Three famous families issued from this settlement.The Rittenhausens, who established the first flour and the first paper mill in America and from whom was descended the great astronomer, Rittenhouse; the Gottfrieds, from whom descended Godfrey, the inventor of the quadrant, and the Sauers, of whom Christopher Sauer attained fame as a printer.

There is some analogy between the Puritans and the Crefeld colony in that they were strongly religious bodies, and of the plain people, though the Germans, unlike the Pilgrims, were not forced to leave their native country by intolerable conditions of oppression and bigotry. Another notable incident is the fact that the Pilgrims brought over the political ideas of Holland rather than of England, as they had lived in Holland for twelve years, exiled for conscience’s sake, earning their bread in a foreign land by the labor of their hands.

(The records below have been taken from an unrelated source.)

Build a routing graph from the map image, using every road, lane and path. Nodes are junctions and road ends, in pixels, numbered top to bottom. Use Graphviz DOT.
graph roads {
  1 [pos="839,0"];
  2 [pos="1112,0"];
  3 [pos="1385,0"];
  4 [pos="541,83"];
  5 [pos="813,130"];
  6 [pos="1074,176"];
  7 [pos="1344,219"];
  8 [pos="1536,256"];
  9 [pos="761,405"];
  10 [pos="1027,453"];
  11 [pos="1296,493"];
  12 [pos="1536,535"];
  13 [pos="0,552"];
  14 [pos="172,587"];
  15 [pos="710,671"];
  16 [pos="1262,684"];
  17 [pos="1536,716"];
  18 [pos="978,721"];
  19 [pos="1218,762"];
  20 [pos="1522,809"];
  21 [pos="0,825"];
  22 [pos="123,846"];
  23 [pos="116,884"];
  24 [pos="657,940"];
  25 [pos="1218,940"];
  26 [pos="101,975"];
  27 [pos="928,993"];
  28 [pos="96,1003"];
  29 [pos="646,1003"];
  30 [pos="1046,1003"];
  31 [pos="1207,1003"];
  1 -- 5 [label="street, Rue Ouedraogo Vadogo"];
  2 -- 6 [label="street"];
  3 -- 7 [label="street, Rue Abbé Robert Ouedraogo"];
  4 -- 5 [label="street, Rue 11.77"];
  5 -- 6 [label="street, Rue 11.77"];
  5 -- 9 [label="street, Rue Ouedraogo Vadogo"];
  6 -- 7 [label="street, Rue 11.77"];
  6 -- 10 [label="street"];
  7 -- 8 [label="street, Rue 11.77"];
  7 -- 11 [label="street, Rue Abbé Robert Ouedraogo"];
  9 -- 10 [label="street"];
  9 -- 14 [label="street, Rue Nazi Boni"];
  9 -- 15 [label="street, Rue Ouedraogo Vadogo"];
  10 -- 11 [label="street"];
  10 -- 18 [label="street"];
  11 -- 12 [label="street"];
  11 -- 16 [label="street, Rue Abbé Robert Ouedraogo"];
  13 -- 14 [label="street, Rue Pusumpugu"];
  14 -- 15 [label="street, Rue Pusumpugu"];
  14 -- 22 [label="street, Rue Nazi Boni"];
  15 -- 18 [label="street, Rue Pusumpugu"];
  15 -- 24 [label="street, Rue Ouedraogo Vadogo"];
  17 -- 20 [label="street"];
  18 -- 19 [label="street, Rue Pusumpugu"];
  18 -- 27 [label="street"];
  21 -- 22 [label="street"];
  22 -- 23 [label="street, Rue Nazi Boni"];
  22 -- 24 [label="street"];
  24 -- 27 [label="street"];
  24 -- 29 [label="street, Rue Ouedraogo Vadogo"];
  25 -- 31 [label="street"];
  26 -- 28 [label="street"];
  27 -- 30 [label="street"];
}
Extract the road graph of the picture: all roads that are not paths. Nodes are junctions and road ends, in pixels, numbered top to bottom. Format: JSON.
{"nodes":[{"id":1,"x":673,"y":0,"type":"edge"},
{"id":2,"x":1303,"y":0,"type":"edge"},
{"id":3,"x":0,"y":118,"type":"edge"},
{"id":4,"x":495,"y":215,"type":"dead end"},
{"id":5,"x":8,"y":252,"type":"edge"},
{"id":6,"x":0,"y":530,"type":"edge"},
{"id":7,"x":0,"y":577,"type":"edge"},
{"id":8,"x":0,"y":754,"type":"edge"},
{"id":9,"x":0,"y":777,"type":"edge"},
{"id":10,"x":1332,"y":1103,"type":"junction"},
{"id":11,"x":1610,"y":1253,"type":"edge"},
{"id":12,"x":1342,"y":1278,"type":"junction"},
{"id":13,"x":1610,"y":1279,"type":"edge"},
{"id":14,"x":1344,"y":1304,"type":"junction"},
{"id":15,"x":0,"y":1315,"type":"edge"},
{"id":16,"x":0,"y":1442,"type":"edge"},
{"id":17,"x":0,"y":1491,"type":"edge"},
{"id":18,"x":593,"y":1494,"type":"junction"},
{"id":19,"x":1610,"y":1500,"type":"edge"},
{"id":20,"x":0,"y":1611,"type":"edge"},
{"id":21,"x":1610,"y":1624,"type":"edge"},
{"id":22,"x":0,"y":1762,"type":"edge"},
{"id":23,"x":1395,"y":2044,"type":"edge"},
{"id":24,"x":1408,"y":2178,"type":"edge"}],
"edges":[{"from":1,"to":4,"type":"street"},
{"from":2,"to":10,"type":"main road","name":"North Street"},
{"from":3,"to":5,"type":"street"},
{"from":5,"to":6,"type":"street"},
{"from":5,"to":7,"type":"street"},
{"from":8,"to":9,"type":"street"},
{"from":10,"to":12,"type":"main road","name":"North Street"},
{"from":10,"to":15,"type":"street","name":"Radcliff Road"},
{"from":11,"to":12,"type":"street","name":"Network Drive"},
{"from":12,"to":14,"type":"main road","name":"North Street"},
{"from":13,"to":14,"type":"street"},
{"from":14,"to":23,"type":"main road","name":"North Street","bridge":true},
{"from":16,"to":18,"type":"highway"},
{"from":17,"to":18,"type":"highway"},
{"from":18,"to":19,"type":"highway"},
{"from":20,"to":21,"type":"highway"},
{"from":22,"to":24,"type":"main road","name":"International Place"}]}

King James had declared of the Puritans: “I will make them conform, or I will harry them out of the land.” Their long residence in Holland influenced their future politically, if not in the direction of tolerance, since those who joined them soon practised in America the oppression on their fellows which they had left England to escape.

Dr. William Elliot Griffis agrees with Lowell “that we are worth nothing except so far as we have disinfected ourselves of Anglicism.” Dr. Griffis says that the Dutch settlers of that period, a period when England, even down to 1752, was in her calendar, like Russia today, eleven days behind the rest of the world, “brought with them something else than what Washington Irving credits them with. They had schools and schoolmasters, ministers and churches, the best kind of land laws, with the registration of deeds and mortgages, toleration, the habit of treating the Indian as a man, the written ballot, the village community of free men, and an inextinguishable love of liberty were theirs. They originated on American soil many things, usually credited to the Puritans of New England, but which the English rule abolished. They, however who remained, assisted by Huguenot,Scotchman and German, though in a conquered province, fought the battle of constitutional liberty against the royal governors of New York night and day, and inch by inch, until, in the noble State constitution of 1778, the victory of 1648 was re-echoed.”

New York he contends, “is less the fruit of English than of Teutonic civilization.” It was the institutions of Holland, not only directly, but through the medium of the Puritans, that influenced the shaping of those policies which are known as American. “They say we are an English nation,” writes Dr. Griffis in a paper read before the Congregational Club of Boston in 1891, “and they attempt to derive our institutions from England, notwithstanding that our institutions which are most truly American were never in England. The story of Holland’s direct influence on the English-speaking world is an omitted chapter.”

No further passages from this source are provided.